Cheguei à estação São Joaquim do metrô e esta estava fechada também. Tinha gente de pé na calçada, esperando. Fiquei feliz, achando que os metroviários tinham de fato trancado o sistema, o que teria sido uma vitória e excelente início de dia. Mas quando cheguei à estação Liberdade, vi que os portões estavam sendo abertos. Desci à catraca e vi uns 5 funcionários do metrô do lado de dentro. Ia ter serviço parcial, o que tirou um pouco o brilho do dia.

Saí da estação para ir à Sé e vi um grupo de idosos japoneses fazendo seu tai-chi com seus bonés e agasalhos de nylon branco. Alcancei a catedral e entrei na estação do metrô. Tinha umas 50 pessoas do lado de fora da catraca, incluindo um pequeno grupo de africanos, e uns 10 funcionários do lado de dentro. Um quadro trazia aviso com detalhes do serviço hoje: todas funcionavam (exceto a linha Prata) parcialmente, mas excluíam terminais importantes nas extremidades. Chequei que na Linha Vermelha a estação Barra Funda não estava aberta. Esta é um terminal importante, com baldeações para ao trem da CPTM e ônibus urbanos, alcançando as periferias mais distantes.

Foto: Alice Vergueiro

Deu para ver que os ferroviários não aderiram à greve, o que lamentei. É verdade que há enorme pressão sobre os sindicatos do transporte, pois eles são o fiel da balança. Tem gente que formula que a cidade é a fábrica do presente. Parar o chão da fábrica não mais tranca a economia, que se diversificou. O lugar da produção teria passado à cidade, ou pelo menos à circulação de mercadorias. Então quem tranca a produção é o MPL, os caminhoneiros e motoboys.

Saí para checar o terminal Parque D. Pedro, esperando talvez trombar com alguma movimentação, talvez de sem-tetos no caminho. Lá, tudo calmo e normal. Eram já 6h30 e a cidade acordando. A população de rua despertando para sua miséria, o comércio formal e informal armando suas estruturas.
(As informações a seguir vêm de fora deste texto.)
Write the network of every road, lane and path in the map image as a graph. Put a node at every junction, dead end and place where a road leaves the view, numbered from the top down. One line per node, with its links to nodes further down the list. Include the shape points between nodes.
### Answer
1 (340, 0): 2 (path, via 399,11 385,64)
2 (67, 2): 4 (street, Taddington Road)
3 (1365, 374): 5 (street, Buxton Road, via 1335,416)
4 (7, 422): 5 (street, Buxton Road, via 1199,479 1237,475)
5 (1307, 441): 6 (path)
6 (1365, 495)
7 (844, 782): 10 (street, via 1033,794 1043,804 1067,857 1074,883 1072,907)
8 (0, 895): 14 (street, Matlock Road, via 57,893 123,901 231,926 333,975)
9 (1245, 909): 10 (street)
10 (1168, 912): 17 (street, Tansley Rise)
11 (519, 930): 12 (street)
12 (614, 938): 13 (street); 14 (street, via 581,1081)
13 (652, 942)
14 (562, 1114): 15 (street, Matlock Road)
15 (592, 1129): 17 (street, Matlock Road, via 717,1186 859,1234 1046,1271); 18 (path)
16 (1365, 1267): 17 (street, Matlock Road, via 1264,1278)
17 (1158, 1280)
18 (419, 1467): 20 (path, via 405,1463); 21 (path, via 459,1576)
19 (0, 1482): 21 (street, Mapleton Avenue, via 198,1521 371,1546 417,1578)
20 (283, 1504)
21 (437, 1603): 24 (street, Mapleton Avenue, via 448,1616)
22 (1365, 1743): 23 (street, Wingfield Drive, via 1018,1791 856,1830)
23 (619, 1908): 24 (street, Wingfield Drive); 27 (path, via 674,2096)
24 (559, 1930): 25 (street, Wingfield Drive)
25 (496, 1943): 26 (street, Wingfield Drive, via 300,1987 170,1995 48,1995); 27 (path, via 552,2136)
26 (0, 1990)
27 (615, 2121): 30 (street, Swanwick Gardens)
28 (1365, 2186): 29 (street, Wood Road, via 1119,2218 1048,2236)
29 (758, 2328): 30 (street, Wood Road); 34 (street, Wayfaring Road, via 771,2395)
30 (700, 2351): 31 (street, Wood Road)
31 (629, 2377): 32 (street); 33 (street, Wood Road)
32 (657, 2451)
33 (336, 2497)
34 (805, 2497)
Subi a rua 25 de Março e depois a rua Porto Geral. Só um helicóptero da PM, parado em pleno ar, indicava que o dia era atípico – e a estação São Bento, que estava totalmente fechada.
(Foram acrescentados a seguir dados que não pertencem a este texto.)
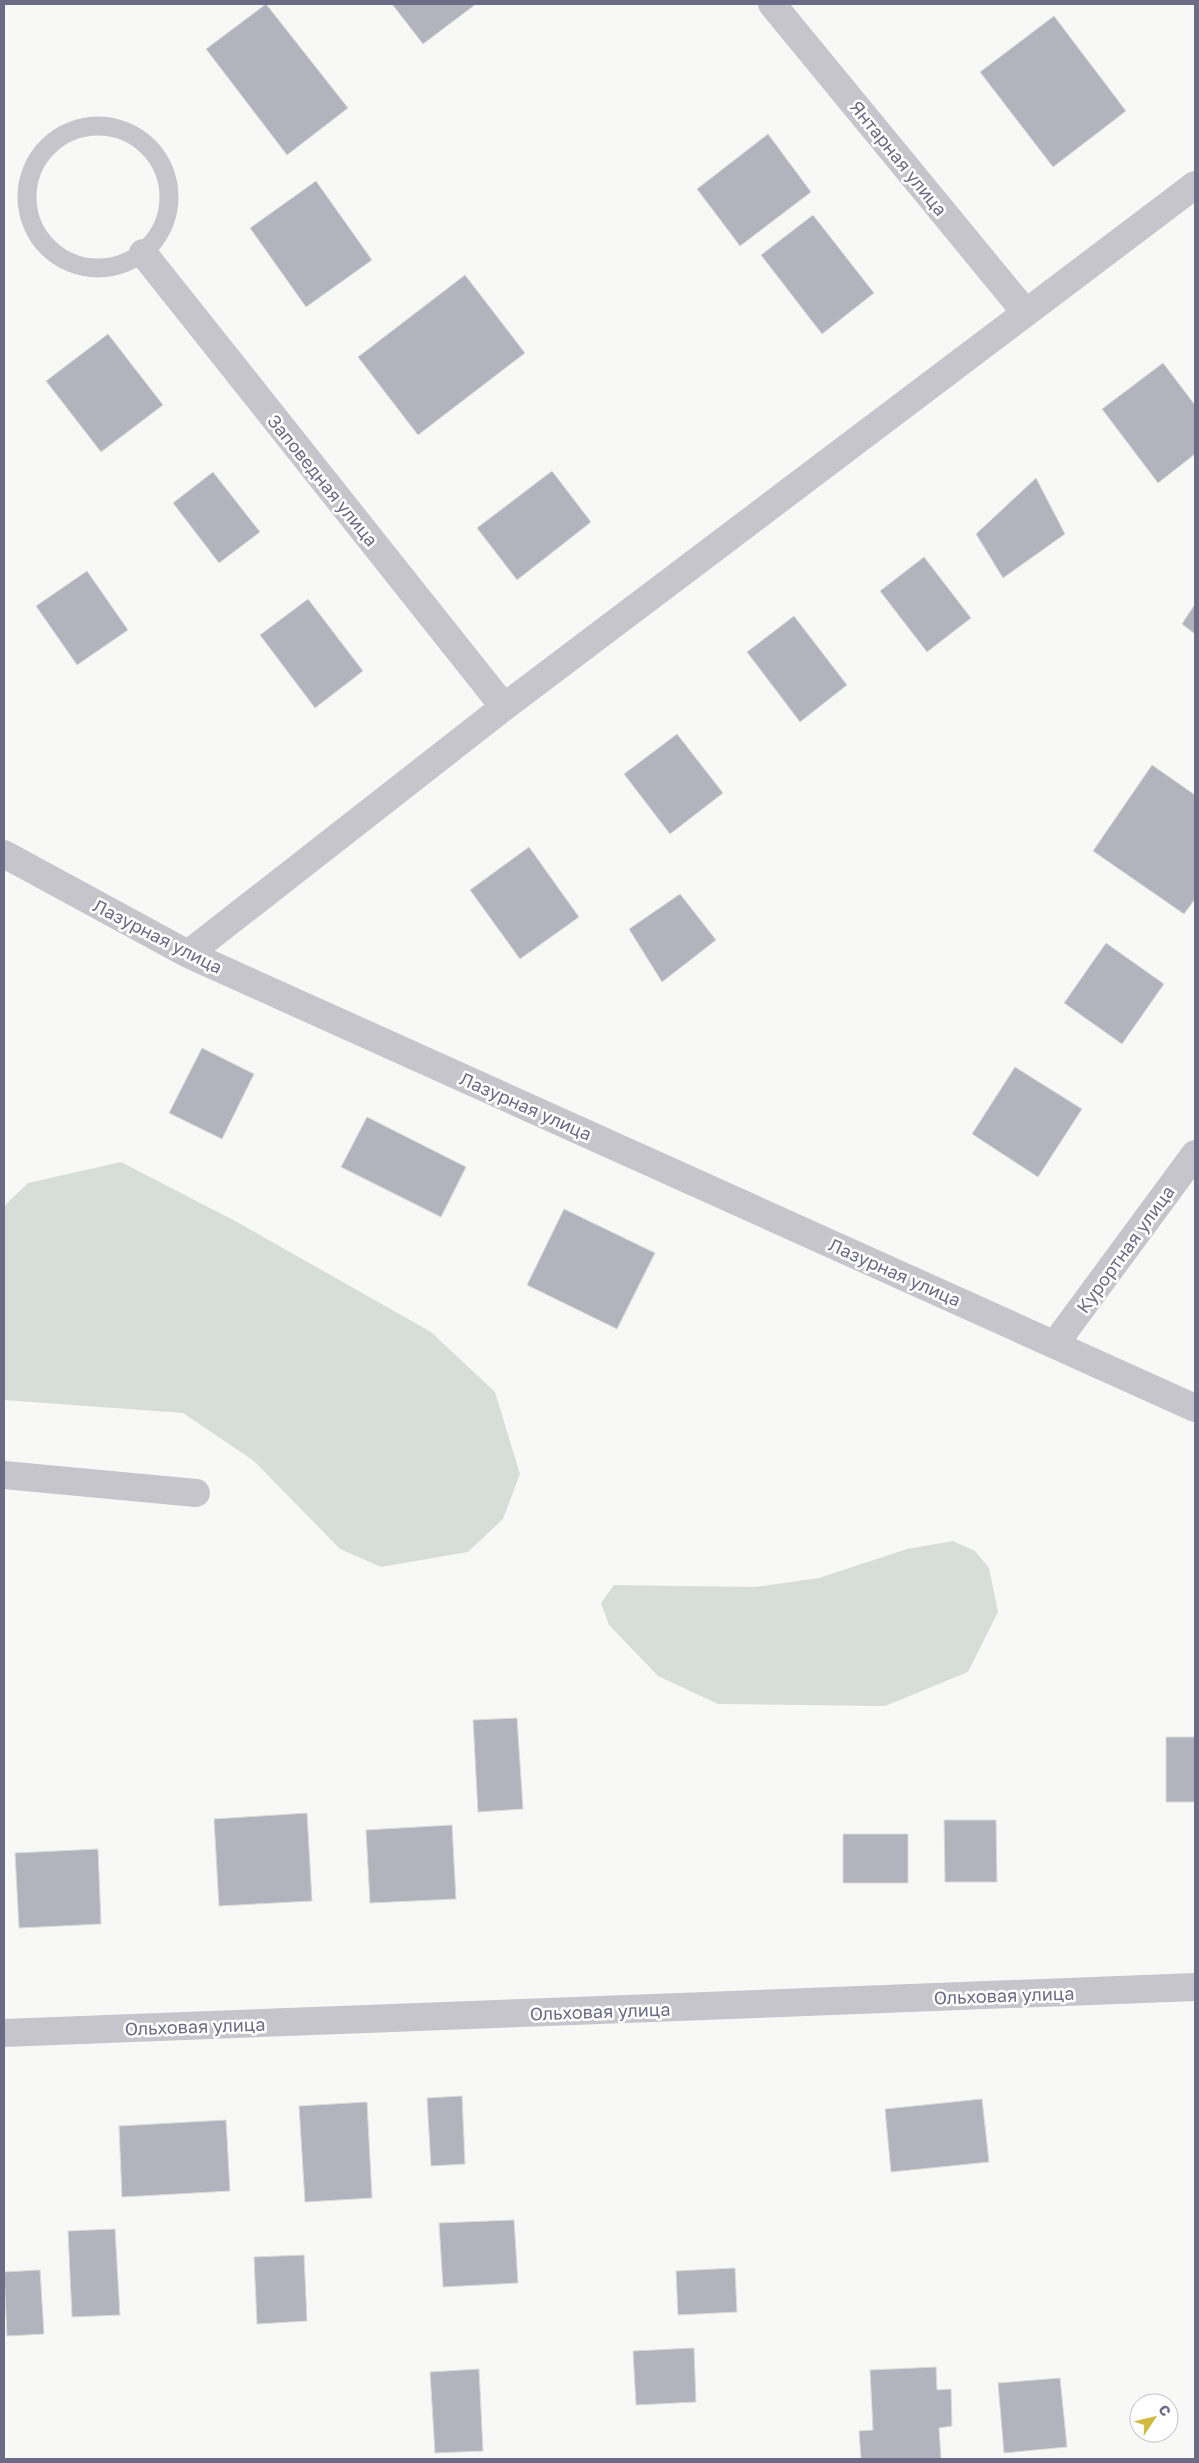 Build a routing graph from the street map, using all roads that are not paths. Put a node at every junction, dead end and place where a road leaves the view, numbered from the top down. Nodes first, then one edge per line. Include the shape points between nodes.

Decidi voltar à Sé para tentar chegar à Barra Funda. Estava bem vazia, mas ouvia os trens em serviços nas plataformas debaixo da terra. Entrei no trem e sentei, mas tive que esperar uns 15 minutos até que o trem andasse, devagar. Algum tipo de operação tartaruga estava em andamento. Acabei descendo na Luz para pegar um trem até a Barra funda, já que o metrô não ia alcançar.

Afinal na Barra Funda, deu para ver que de fato a estação do metrô estava totalmente fechada. Muita gente em frente aos portões. Pelo menos 5 equipes da televisão estavam lá.

Chegou R e conversamos com algumas pessoas. Uma senhora, A, trabalhava em um stand de telefonia na estação e contou que era a favor da greve mas não conseguiu evitar vir trabalhar. Ela estava zangada com os ferroviários que não tinham parado. Disse que estava a um ano de se aposentar, então a Reforma da Previdência não a assustava, mas que temia por sua filha. Já G disse que nem sabia direito que tinha greve geral e que era simpático à ideia. Nordestino, tinha certa consciência da necessidade de direitos trabalhistas e da injustiça social. Falou contra Rodrigo Maia em relação à idade de aposentadoria em situações rurais: desafiou o parlamentar a trabalhar no sol do Piauí, de onde deduzi que vinha.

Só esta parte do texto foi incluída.